■ MATERIAL FOR THE TASK
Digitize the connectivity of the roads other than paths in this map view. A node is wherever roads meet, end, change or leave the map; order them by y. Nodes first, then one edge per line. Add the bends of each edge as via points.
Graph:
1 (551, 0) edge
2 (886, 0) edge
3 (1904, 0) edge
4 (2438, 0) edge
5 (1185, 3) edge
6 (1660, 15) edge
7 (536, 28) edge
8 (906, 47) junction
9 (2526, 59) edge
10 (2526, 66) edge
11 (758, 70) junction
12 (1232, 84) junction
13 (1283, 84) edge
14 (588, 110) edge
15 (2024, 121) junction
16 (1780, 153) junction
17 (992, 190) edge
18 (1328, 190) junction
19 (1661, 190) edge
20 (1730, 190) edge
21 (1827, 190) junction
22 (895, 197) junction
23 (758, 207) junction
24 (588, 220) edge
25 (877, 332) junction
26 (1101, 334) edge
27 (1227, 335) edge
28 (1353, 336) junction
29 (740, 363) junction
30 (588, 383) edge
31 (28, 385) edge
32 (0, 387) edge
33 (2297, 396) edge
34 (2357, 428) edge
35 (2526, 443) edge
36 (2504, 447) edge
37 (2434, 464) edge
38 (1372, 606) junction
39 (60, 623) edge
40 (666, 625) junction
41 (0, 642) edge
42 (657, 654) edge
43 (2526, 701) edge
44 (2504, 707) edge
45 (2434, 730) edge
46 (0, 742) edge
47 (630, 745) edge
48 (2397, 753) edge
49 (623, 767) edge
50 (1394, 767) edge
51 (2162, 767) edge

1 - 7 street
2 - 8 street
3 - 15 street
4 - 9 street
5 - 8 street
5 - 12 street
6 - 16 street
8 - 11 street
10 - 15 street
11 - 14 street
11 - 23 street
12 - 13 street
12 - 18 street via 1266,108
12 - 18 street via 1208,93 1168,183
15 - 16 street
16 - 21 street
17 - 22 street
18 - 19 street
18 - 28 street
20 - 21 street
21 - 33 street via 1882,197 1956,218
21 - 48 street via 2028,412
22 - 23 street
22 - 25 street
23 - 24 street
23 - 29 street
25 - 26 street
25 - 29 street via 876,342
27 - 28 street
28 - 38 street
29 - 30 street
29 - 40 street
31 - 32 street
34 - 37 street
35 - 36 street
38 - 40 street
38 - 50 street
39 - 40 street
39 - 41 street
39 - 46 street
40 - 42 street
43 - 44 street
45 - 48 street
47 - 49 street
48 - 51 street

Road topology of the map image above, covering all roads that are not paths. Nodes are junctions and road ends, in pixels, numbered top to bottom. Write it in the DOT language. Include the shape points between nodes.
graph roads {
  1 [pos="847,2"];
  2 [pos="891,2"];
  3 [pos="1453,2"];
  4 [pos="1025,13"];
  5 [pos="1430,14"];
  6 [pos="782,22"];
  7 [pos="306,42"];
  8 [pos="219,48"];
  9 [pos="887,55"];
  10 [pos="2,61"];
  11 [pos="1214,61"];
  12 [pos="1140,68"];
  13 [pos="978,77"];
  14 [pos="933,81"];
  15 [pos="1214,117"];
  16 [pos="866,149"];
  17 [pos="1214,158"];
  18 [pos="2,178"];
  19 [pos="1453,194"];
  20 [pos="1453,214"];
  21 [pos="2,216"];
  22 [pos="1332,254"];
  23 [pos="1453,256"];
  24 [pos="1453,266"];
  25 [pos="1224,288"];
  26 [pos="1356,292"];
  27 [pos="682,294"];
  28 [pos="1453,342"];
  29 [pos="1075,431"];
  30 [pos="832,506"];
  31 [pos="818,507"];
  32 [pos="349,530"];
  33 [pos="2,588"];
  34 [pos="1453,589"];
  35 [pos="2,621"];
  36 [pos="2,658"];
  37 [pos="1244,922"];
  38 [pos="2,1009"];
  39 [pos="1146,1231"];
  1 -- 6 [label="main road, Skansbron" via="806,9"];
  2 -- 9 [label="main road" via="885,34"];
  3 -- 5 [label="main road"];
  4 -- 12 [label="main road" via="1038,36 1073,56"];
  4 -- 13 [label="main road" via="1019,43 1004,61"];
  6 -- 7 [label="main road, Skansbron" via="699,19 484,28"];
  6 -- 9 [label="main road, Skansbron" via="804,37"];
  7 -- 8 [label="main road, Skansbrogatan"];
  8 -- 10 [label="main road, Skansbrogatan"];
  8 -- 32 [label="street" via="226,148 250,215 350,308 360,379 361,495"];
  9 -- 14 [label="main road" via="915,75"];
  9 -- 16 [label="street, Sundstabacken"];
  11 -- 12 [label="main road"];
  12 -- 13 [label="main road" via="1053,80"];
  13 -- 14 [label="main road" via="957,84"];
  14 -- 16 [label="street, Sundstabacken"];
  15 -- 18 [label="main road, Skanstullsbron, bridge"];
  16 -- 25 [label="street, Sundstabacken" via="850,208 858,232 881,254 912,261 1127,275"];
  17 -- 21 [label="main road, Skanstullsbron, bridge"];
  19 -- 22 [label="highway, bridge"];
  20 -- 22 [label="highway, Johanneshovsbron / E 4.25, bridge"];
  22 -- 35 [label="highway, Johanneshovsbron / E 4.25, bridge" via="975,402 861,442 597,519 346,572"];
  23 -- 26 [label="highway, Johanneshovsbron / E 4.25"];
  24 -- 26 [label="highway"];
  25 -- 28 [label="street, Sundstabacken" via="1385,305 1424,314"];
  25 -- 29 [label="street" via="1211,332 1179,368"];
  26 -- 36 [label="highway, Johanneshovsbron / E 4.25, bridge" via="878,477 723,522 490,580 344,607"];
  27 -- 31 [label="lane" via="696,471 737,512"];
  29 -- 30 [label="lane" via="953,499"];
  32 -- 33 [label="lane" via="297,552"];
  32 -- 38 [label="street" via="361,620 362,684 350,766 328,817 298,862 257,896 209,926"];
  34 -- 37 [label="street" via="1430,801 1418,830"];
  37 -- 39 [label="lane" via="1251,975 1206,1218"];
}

■ TASK TO CARRY OUT
Return every line above where "roads" appears.

■ WRITTEN RESPONSE
Digitize the connectivity of the roads other than paths in this map view. A node is wherever roads meet, end, change or leave the map; order them by y. Nodes first, then one edge per line. Add the bends of each edge as via points.
Road topology of the map image above, covering all roads that are not paths. Nodes are junctions and road ends, in pixels, numbered top to bottom. Write it in the DOT language. Include the shape points between nodes.
graph roads {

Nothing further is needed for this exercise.